James F. Preston: Possible Author of the Rebel Yell

By Michael M. Higgins

  • Born November 8 1813 in Montgomery County, Virginia to a prominent slaveholding family.
  • After a brief tour as a soldier and a successful career as a lawyer, Preston joined the Confederate Army following Virginia’s secession.
  • Was close to General “Stonewall” Jackson and was likely the first soldier to holler the ‘Rebel Yell,’ impacting southern culture for decades.

The Rebel Yell is a hallmark of Southern Culture. It has permeated American contemporary culture: from a brand of whiskey, to the lyrics of songs by Billy Idol and Eminem, to the name of a roller coaster. The Rebel Yell is one of the few legacies of the extinct Southern Confederacy that the wider populace of the United States today seems to accept without question. Though General Thomas “Stonewall” Jackson was the first officer known to give the order to “yell like furies,” it was probably Colonel James Preston who actually took up the call.

Early Life

James Francis Preston was born on November 8 1813 at Smithfield,1 his family’s home in Montgomery County, Virginia. His father, James Patton Preston (1774 – 1843) was a wealthy plantation owner, a colonel in the United States Army during the War of 1812, and the Governor of Virginia from 1816 to 1819. His Grandfather was William Preston (1729 – 1783), the founder of Smithfield Plantation, a signer of the Fincastle Resolutions, and a Colonel in the Revolutionary War. James F. Preston studied first at Washington College2 (Now Washington and Lee) and then at the United States Military Academy at West Point in the early 1830s before returning to Montgomery County to start his own law practice.
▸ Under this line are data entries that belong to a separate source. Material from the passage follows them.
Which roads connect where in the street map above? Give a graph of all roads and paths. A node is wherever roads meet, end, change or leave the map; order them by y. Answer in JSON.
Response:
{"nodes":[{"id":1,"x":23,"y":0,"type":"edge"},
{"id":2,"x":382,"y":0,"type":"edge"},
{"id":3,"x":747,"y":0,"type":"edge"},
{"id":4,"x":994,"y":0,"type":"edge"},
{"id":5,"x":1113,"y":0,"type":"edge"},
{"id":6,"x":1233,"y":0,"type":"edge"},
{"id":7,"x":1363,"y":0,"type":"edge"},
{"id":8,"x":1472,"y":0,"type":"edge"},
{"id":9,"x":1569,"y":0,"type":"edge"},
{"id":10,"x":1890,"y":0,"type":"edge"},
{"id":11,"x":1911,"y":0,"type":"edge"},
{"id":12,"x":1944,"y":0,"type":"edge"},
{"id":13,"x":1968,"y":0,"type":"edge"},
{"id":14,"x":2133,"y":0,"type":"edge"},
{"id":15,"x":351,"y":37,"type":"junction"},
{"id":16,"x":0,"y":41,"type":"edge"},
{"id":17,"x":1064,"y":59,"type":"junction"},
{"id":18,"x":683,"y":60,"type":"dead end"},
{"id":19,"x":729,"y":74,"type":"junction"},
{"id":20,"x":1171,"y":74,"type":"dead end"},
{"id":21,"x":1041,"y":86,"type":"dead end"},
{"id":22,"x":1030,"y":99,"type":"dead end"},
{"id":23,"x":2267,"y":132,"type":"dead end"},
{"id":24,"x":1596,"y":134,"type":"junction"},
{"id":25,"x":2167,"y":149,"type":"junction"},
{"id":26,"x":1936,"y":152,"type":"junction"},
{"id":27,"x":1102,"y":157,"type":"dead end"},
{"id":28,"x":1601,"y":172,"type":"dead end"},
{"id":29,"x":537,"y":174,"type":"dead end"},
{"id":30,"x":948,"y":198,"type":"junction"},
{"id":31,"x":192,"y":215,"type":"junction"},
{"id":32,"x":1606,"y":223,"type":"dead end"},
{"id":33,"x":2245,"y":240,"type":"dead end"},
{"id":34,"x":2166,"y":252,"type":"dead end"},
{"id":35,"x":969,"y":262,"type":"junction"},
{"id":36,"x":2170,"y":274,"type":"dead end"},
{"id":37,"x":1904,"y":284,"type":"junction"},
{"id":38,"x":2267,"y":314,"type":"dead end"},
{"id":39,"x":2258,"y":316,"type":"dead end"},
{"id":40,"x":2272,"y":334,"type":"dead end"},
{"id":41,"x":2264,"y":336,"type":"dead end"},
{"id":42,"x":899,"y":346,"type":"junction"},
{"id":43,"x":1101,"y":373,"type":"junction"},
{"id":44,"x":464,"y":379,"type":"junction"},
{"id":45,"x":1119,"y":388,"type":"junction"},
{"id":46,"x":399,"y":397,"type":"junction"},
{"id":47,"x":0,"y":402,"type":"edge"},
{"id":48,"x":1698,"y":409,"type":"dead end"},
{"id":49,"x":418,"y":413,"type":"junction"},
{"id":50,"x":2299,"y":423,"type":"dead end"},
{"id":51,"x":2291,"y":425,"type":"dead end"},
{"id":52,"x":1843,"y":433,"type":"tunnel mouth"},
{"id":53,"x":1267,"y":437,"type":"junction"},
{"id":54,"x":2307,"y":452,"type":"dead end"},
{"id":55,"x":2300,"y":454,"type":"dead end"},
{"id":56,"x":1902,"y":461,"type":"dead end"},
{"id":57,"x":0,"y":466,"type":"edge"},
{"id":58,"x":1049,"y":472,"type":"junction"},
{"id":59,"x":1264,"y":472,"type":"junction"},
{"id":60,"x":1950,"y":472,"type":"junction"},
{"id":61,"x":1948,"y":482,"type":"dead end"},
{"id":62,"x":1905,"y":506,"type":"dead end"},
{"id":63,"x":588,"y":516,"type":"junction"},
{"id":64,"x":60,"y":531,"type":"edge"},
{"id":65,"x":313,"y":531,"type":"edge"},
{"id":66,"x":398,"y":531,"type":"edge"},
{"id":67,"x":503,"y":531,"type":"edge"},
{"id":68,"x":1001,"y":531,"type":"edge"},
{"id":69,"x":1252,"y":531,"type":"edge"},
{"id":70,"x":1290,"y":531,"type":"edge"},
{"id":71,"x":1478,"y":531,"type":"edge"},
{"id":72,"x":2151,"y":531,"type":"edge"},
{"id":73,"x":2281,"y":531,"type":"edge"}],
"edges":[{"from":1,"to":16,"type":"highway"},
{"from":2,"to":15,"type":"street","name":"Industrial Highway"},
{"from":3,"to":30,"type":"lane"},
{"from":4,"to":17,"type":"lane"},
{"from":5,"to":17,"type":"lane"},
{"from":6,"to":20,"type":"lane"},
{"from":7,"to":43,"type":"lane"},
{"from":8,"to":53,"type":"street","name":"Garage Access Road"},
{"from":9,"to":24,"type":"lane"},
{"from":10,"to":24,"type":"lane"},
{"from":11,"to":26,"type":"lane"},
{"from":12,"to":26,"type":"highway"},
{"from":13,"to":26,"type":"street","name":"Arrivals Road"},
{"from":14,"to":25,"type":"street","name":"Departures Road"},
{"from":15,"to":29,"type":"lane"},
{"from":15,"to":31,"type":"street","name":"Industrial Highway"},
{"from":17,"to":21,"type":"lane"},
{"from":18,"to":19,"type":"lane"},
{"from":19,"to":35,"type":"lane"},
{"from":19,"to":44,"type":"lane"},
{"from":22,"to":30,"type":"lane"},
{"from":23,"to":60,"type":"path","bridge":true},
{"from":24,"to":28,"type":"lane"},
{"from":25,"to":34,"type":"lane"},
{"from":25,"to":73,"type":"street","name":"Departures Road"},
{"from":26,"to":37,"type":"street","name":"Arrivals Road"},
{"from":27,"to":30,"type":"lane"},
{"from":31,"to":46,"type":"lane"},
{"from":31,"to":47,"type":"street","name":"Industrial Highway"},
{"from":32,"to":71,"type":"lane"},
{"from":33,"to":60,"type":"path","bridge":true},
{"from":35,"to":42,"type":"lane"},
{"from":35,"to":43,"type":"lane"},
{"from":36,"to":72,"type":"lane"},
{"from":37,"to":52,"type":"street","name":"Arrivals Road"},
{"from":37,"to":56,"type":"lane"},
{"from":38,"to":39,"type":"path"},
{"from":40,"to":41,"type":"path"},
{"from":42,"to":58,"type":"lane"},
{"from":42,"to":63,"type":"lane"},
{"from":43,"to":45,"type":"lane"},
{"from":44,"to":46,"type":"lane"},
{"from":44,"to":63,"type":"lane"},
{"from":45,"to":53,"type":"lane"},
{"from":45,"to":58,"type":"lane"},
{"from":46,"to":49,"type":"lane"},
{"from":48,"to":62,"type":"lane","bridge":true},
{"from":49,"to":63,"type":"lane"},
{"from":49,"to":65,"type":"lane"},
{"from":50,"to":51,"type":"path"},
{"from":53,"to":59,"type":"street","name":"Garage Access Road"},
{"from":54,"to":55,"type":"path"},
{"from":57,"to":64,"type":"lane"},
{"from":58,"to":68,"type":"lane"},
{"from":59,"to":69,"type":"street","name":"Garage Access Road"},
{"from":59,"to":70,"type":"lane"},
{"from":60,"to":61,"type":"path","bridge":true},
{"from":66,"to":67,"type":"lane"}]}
In 1846, following in the military traditions of his father and grandfather, James Preston was commissioned a Captain in the 1st Regiment of Virginia Volunteers at the outset of the Mexican-American War. He served in Mexico from January 16th, 1847 to July 31st, 1848.3 He resumed his law practice upon returning home.

The Prestons had a family tradition of going into politics. In addition to his father and grandfather, his brother, William Ballard Preston, was a US Representative and soon to be Secretary of the Navy who was known for supporting gradual abolition. James F. Preston endeavored to follow his family members in their illustrious careers. In 1852 he was elected the Montgomery County Representative to the Virginia House of Delegates. He was not re-elected.4 James F. Preston returned to Montgomery County in 1853 and in 1855 married Sarah Ann Caperton and built his plantation, “Whitethorn.”5 James Preston had, during this period, acquired 19 slaves from his father’s estate, courtesy of his brother William, who was still professing gradual abolitionism. He lived on Whitethorn quietly for a few years, continuing his law practice and raising his three sons.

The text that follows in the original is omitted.